A static or semi-static rope is a low-elongation rope that is designed to stretch minimally when placed under load; typically less than 5%. Static ropes have some applications in climbing, such as for hauling gear, abseiling, and top-roping in some situations.

Static ropes can be type A or type B; each with different specifications.

== Dynamic rope ==

Dynamic ropes are used in sport climbing. They are sufficiently stretchable to safely absorb a fall. However, they are relatively weak in static loads and therefore should not be used for zip lines and amusement rides.

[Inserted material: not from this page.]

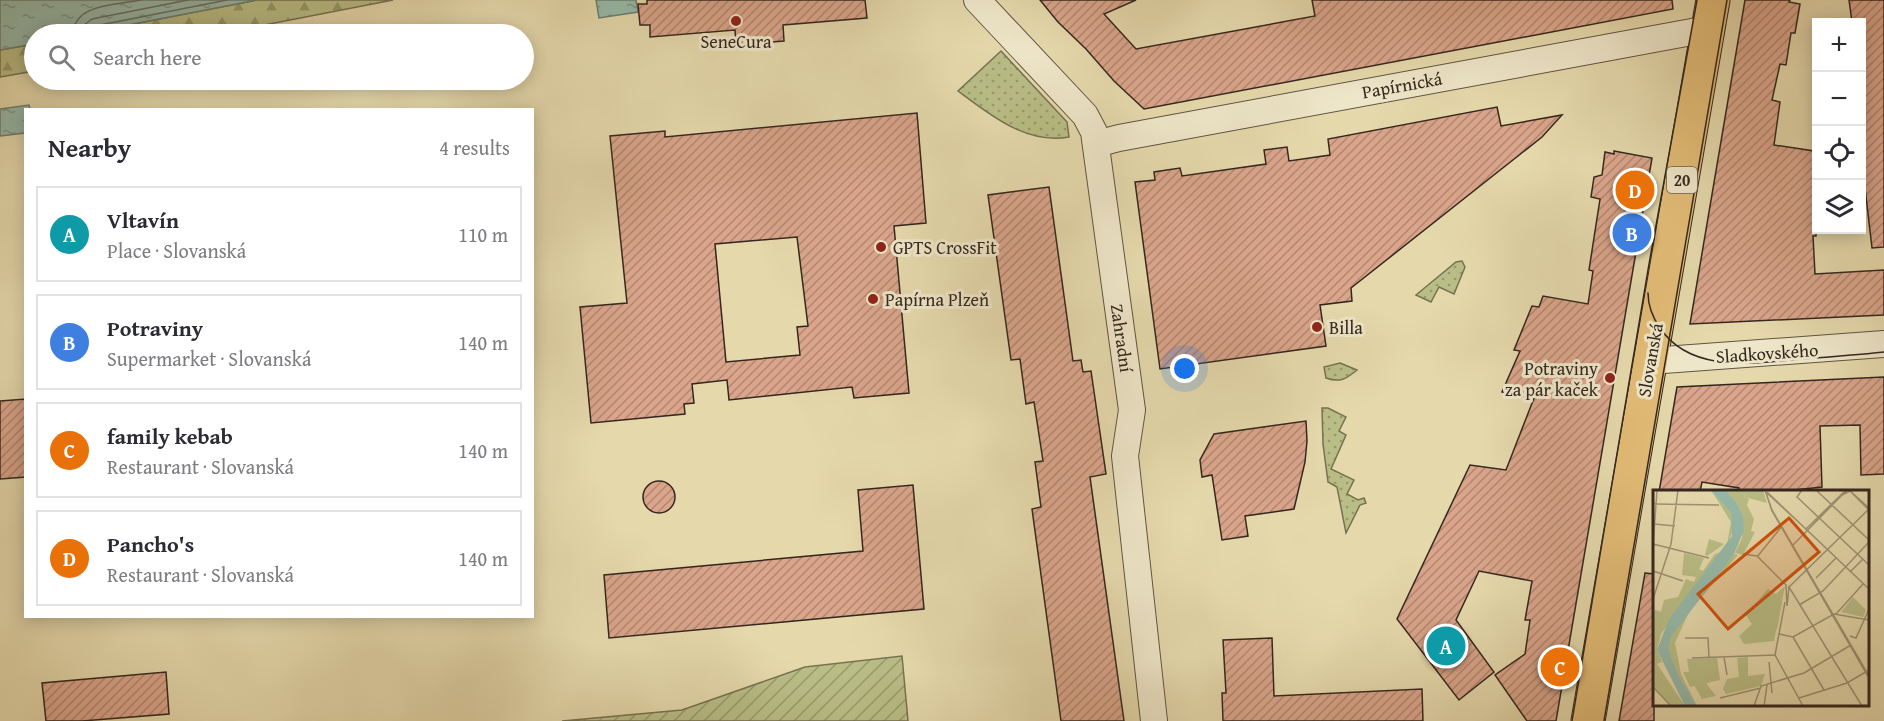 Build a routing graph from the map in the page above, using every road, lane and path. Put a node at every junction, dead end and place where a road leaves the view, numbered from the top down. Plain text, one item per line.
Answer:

A falling climber quickly develops enormous kinetic energy. This energy is released as soon as the climber stops falling. Some of this energy goes to the belay chain, the rest is split between the belayer and the climber. The rigid parts of the belay chain are strong, but only absorb a limited amount of energy. The human body can also only handle a limited amount of force on the body (the so-called catch or impact value) without incurring a back injury. Dynamic ropes therefore are designed to stretch by a limited amount to catch falls. By stretching, a large part of the energy generated is captured so that the final capture impulse for a single rope is less than 12 kN, under testing conditions as defined in the CE standards. UIAA rules mandate that stretching be less than 40%.

Dynamic ropes can be single ropes, half ropes, or twin ropes; each with different specifications.

== Dry rope ==
Dry ropes are ropes that have been treated to repel water. To achieve a UIAA Water Repellent grade, a rope must not absorb more than 5% of the rope's weight. This is in contrast to non-treated ropes which can absorb up to 50% of rope's weight in water.

The dry treatment prevents dirt and other particulates from getting into the rope, extending the rope life. However, the dry treatment will wear off with extended use. Dry ropes are more expensive than non-treated ropes, so they are typically saved for ice climbing wet weather.

== Maintenance ==
Ropes must be inspected regularly, and retired from use if significantly damaged or worn.